Previously

This is the ninth in a series about TDD’s value to humans, following

  1. Keeping my job, in which I lost my manager’s trust,
  2. A last-minute feature, in which I regained some,
  3. Deadline pressure, in which I earned quite a bit more than I’d started with,
  4. Continual delivery, in which the circle of trust grew to include our Operations team,
  5. Fail-safe, in which we were always deploying soon,
  6. A big project, in which we delivered an 8-month project with minutes to spare,
  7. Win-win, in which we helped another project hit the same deadline, and
  8. No secret, in which people oddly found the reasons for our success disappointing

A growth opportunity

Our team had solidly established the habit of writing good tests first and listening to what they told us. People who could read Perl could read our tests, and we’d taken full advantage of that to build shared understanding with stakeholders of sufficiently technical backgrounds, whose trust served to reinforce the effectiveness of our collaboration and our product. We knew how valuable it’d be if we could find a way to extend that understanding and trust to a broader audience. We were on the lookout.

When our product and team moved to a better-fitting department, our team’s reputation garnered some attention from our new neighbors. For the first time, we found ourselves living next to a group of QA folks, whose perceptive manager saw us as an opportunity. His more skilled people could help us and learn from us. Would I like to borrow one of them for a full two-week iteration?

Unlike previous occasions when I’d been offered a person on short-term loan, I instantly had a pretty good idea how we could put a skilled tester to effective use. But not yet. First, we needed to prepare.

Our preparations

Our TDD practice was already oriented toward system behavior, aimed at uncovering not only design choices but also acceptance criteria. We would usually find surprising ramifications of a chosen approach early in development, while it was still relatively cheap to review with stakeholders and either get more precise agreement or adjust the goal. We wanted our borrowed tester to comfortably participate in those conversations and potentially contribute test scenarios. We now needed a language more shared and more commodious than Perl. And we didn’t need — indeed, couldn’t afford — to start shlepping around any manual tests or non-executable specifications on our journey. Dear reader, you doubtless see what we saw: Gherkin could be our shared language, and Cucumber could incorporate it into our build.

There was one small problem: none of us had ever used Cucumber before. We didn’t want to waste any of our tester’s limited time figuring out how to wield a new tool. We wanted to be ready the moment he arrived. So we immediately picked a feature perfect for learning: a low-urgency feature intended for the benefit of our compatriots in Operations, and whose desired behavior we understood very well. Instead of confidently writing our usual tests, we wrestled with how best to express our assertions in Gherkin-inflected English, and how best to arrange for them to fail meaningfully against the production code we were wanting to change.

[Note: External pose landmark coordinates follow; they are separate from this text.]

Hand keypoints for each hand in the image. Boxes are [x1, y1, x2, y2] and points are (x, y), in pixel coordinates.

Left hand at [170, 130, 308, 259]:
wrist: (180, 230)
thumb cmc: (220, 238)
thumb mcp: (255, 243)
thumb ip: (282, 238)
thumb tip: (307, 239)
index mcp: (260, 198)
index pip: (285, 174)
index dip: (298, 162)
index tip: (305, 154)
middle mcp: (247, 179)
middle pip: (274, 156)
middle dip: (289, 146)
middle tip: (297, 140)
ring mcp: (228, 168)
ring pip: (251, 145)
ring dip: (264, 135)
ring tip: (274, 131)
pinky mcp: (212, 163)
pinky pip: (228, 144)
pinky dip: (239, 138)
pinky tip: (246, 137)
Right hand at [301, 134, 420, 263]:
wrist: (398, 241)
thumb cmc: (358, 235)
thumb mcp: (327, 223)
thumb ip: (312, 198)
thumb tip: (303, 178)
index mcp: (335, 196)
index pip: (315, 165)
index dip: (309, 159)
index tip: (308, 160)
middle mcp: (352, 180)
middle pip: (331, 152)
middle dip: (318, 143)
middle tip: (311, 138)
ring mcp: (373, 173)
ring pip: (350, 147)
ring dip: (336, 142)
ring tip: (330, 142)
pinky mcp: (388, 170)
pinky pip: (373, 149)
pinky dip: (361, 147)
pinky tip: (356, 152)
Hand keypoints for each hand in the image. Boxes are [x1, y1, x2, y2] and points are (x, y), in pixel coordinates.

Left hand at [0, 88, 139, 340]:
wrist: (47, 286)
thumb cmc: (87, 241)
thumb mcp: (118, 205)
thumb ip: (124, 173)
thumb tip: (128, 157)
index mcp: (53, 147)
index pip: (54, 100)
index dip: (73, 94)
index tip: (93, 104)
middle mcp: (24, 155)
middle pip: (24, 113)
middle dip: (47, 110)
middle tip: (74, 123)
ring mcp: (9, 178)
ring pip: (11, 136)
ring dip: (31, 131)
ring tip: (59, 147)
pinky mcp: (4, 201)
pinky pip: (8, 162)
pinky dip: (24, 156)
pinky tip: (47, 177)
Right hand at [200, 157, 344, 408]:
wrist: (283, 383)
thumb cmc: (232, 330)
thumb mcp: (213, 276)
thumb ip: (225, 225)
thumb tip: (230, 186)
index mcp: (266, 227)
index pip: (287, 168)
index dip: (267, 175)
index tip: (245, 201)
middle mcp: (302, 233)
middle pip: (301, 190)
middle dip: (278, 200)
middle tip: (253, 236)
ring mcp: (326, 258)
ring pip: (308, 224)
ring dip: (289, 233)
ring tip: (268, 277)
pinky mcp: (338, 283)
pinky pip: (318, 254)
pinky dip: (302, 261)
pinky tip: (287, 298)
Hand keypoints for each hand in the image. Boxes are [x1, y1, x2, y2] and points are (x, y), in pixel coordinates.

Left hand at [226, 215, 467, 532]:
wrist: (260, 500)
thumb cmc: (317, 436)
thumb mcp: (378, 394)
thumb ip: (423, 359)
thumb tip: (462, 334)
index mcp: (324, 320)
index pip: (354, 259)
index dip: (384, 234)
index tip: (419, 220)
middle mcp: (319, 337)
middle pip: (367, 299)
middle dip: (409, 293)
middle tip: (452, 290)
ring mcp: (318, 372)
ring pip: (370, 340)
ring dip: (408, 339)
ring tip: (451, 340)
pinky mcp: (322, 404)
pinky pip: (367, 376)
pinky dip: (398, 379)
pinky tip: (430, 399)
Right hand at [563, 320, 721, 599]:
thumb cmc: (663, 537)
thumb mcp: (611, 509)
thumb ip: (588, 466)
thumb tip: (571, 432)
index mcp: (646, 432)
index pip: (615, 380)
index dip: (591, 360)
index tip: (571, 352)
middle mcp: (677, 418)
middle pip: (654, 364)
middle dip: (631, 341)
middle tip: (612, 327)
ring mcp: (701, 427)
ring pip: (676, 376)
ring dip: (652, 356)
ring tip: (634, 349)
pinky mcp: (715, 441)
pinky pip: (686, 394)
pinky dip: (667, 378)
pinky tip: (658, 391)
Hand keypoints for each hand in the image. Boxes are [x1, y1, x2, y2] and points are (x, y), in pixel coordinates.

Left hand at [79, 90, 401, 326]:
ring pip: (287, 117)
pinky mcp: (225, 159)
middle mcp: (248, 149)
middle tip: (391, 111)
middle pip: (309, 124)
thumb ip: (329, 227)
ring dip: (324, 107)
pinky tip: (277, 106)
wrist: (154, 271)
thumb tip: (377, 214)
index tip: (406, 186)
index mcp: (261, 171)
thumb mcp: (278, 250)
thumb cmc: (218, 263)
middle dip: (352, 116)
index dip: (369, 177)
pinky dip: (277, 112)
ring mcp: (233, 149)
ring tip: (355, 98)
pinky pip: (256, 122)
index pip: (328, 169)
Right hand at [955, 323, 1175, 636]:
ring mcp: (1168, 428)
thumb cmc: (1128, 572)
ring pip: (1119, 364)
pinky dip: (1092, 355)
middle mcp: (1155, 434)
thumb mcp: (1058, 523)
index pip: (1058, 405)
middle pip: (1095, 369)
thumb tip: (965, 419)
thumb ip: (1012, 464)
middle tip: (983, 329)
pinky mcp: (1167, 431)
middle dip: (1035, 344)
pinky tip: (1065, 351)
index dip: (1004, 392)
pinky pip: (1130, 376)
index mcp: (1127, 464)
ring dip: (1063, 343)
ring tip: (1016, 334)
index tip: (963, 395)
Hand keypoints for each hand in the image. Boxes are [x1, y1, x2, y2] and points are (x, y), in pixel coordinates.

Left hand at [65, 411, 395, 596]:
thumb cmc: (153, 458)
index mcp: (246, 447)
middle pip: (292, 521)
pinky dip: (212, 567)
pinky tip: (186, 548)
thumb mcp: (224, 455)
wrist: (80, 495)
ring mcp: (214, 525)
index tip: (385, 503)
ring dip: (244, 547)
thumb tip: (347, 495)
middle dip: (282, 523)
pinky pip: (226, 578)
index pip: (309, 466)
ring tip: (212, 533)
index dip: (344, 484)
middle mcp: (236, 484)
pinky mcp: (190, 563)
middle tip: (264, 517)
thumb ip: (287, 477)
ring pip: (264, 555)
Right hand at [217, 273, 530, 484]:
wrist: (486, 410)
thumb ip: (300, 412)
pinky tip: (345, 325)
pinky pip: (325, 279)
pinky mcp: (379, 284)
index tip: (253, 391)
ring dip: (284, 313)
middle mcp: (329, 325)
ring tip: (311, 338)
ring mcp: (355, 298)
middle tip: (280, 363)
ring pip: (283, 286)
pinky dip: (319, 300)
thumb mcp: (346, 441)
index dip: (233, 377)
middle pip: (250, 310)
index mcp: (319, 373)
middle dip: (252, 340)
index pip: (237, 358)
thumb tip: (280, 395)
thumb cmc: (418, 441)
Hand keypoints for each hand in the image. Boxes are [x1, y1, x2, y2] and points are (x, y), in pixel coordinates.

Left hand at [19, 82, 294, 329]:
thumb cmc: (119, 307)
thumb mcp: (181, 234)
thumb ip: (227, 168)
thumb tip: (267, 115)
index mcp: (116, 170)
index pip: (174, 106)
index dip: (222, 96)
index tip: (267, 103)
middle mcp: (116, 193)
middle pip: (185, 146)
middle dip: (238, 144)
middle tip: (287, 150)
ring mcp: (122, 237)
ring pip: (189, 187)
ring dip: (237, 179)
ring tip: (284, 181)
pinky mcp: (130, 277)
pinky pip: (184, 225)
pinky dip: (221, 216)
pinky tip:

When we got it figured out well enough, with Cucumber hooked into the build, we asked Ops to review the spec with us. Because they could! And maybe they’d spot something we’d misunderstood! When they didn’t, we proceeded to test-drive as usual, albeit with slightly different red-test messages; when we got to green, the feature was every bit as done (and well done) as usual.

The payoff

We were ready for our tester. When that iteration kicked off, we would set right to pair-writing scenarios, likely conjuring more meaningful tests than we’d have done on our own, and our visitor would be acquiring a new and marketable skill.

Or at least he would have, if the window of opportunity hadn’t been rudely slammed shut.

A change of plans

The original offer, and our preparatory actions to take advantage of it, occurred while product decisions had still been mine — which is to say, when the team had opinions distinct from mine, I generally listened and took them into account. But I was in transition to a much-needed role as an internal Agile coach, so my team and product were necessarily in transition too. By the time the promised iteration rolled around, product decisions were no longer mine — which turned out to mean they were made with very limited consideration for the team (me included).

The new product manager promptly nixed any further efforts with Gherkin as a language, Cucumber as a tool, and QA as a partner in our development process. No reason was ever shared with us for this decision, which we felt wasted our investment in time and effort, ignored our needs and wishes, and limited our options for improving our effectiveness.

Conclusion

Cucumber continued to be the test runner for that lone Ops feature. But who knows how much it might have helped us collaborate more productively with testers, non-technical managers and customers, and the business as a whole? We never got the chance to find out.